Siempre vi en él la inteligencia aguda y deslumbrante, pero no era para mí sino un hermano mayor, más listo y distinguido. Sé que a veces le faltaba paciencia y que podía cebarse en alguien pusilánime, y provocar alguna tensión por no ser capaz de sujetar la lengua y proferir una maldad (casi nunca gratuita). ¿Y qué, si alguna vez fue intemperante?… A lo largo de más de medio siglo nunca recibí de él más que atenciones y buenas palabras. Recuerdo al pasar cómo a veces me llegaba un correo inesperado con novedades: tengo delante de mí las tres páginas finales de su respuesta al discurso de entrada en la Academia de Javier Marías, diferentes (y más sabrosas, eso sí: con la admonición en forma de bolero: “Júrame que, aunque pase mucho tiempo, no los verá nadie») que las que al final decidió enviar a la docta casa (que es el Ateneo, sí, pero también la RAE).

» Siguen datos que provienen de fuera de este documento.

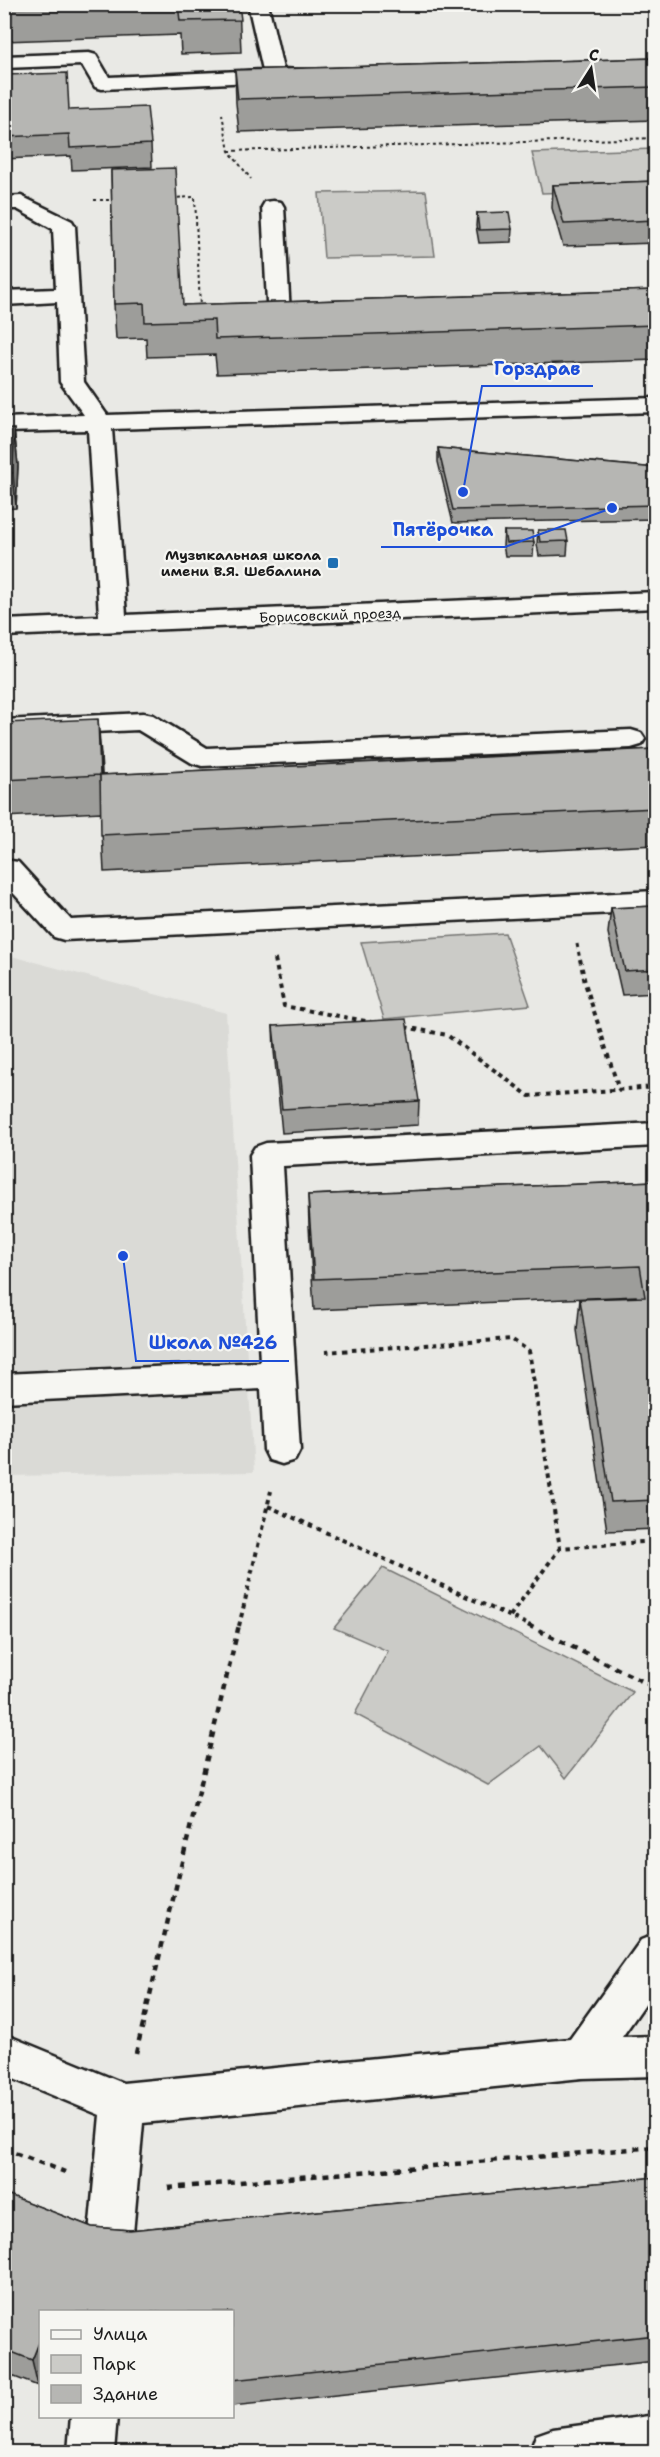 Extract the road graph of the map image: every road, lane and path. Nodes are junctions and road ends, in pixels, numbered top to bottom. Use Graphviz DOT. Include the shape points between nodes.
graph roads {
  1 [pos="258,4"];
  2 [pos="4,62"];
  3 [pos="274,75"];
  4 [pos="330,75"];
  5 [pos="216,78"];
  6 [pos="656,138"];
  7 [pos="229,151"];
  8 [pos="4,203"];
  9 [pos="273,207"];
  10 [pos="68,296"];
  11 [pos="4,298"];
  12 [pos="326,319"];
  13 [pos="656,405"];
  14 [pos="99,420"];
  15 [pos="4,425"];
  16 [pos="656,600"];
  17 [pos="113,623"];
  18 [pos="4,628"];
  19 [pos="4,728"];
  20 [pos="631,739"];
  21 [pos="4,869"];
  22 [pos="656,901"];
  23 [pos="570,905"];
  24 [pos="267,920"];
  25 [pos="377,1023"];
  26 [pos="400,1027"];
  27 [pos="656,1087"];
  28 [pos="619,1089"];
  29 [pos="656,1134"];
  30 [pos="323,1352"];
  31 [pos="277,1375"];
  32 [pos="4,1388"];
  33 [pos="282,1450"];
  34 [pos="268,1506"];
  35 [pos="656,1541"];
  36 [pos="560,1548"];
  37 [pos="510,1616"];
  38 [pos="656,1696"];
  39 [pos="656,1953"];
  40 [pos="4,2054"];
  41 [pos="656,2056"];
  42 [pos="582,2058"];
  43 [pos="123,2104"];
  44 [pos="656,2147"];
  45 [pos="4,2149"];
  46 [pos="116,2192"];
  47 [pos="109,2256"];
  48 [pos="94,2418"];
  49 [pos="656,2438"];
  50 [pos="91,2452"];
  51 [pos="553,2452"];
  1 -- 3 [label="street"];
  2 -- 5 [label="street" via="89,59 102,83"];
  3 -- 4 [label="street"];
  3 -- 5 [label="street"];
  5 -- 7 [label="path"];
  6 -- 7 [label="path"];
  7 -- 9 [label="path"];
  8 -- 10 [label="street" via="21,202 64,226"];
  9 -- 12 [label="street" via="279,321"];
  10 -- 11 [label="street"];
  10 -- 14 [label="street" via="72,382"];
  13 -- 14 [label="street"];
  14 -- 15 [label="street"];
  14 -- 17 [label="street"];
  16 -- 17 [label="street, Борисовский проезд"];
  17 -- 18 [label="street, Борисовский проезд"];
  19 -- 20 [label="street" via="143,721 202,757"];
  21 -- 24 [label="street" via="8,868 64,930"];
  22 -- 23 [label="street"];
  23 -- 24 [label="street"];
  23 -- 28 [label="path" via="585,983"];
  24 -- 25 [label="path" via="284,1006"];
  26 -- 28 [label="path" via="447,1035 529,1096"];
  27 -- 28 [label="path"];
  29 -- 31 [label="street" via="266,1155"];
  30 -- 36 [label="path" via="511,1339 529,1351"];
  31 -- 32 [label="street"];
  31 -- 33 [label="street"];
  33 -- 34 [label="path"];
  34 -- 37 [label="path"];
  34 -- 43 [label="path"];
  35 -- 36 [label="path"];
  36 -- 37 [label="path"];
  37 -- 38 [label="path" via="650,1685"];
  39 -- 42 [label="street"];
  40 -- 43 [label="street"];
  41 -- 42 [label="street"];
  42 -- 43 [label="street"];
  43 -- 46 [label="street"];
  44 -- 46 [label="path"];
  45 -- 46 [label="path"];
  46 -- 47 [label="street"];
  48 -- 50 [label="street"];
  49 -- 51 [label="street"];
}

Por eso, ahora que ya no está, se queda el vacío que nadie podrá rellenar. Se fue el mejor de todos nosotros (“O Captain! My Captain!”), el más brillante de la banda; sí, de la “band of brothers” de que habla el Henry V de Shakespeare en el saint Crispian speech, dejándonos a los demás, los happy few que lo conocimos y tratamos, desnortados, sin rumbo y sin consuelo. Un carnívoro cuchillo nos ha rajado el alma. Al releer ahora otro envío (“Ansias de la muerte”, que creo salió en el homenaje a Tom Lathrop, y no sé si integró en alguno de sus libros), se estremece el ánimo al rememorar la evocación de la despedida de Cervantes en el Persiles, que evoca al Apóstol y su “Tempus brevis est”, y termina sugiriendo que pocos días después de que el escritor concluyese esa página, “Dios [y en la versión que tengo corrige: alguien] debió de decirle a Miguel; «Escribes como Yo»”.

Podríamos sugerir de él lo mismo. Pero ya no está. Retomando de nuevo al Apóstol, cabe gritar: “Ubi est mors victoria tua?” Porque el remedio de Jorge Manrique no nos sirve: “y aunque la vida murió / nos dejó harto consuelo / su memoria”. Parvo consuelo, pues ya no vendrá a hablarnos, a llamarnos por teléfono, a escribir un mensaje. Pero, eso sí, su figura (y su obra) resta inmarcesible. Invariable ya, en su gesto último, “Tel qu’en Lui-même enfin l’éternité le change”. Sí, toda su labor no fue otra cosa que la loca, persistente pretensión, como dice Mallarmé en el mismo soneto, de “Donner un sens plus pur aux mots de la tribu”. Esa es la labor del poeta, esa es no menos la labor del filólogo, a veces desdoblado también en poeta: esa fue toda la vida de Paco Rico.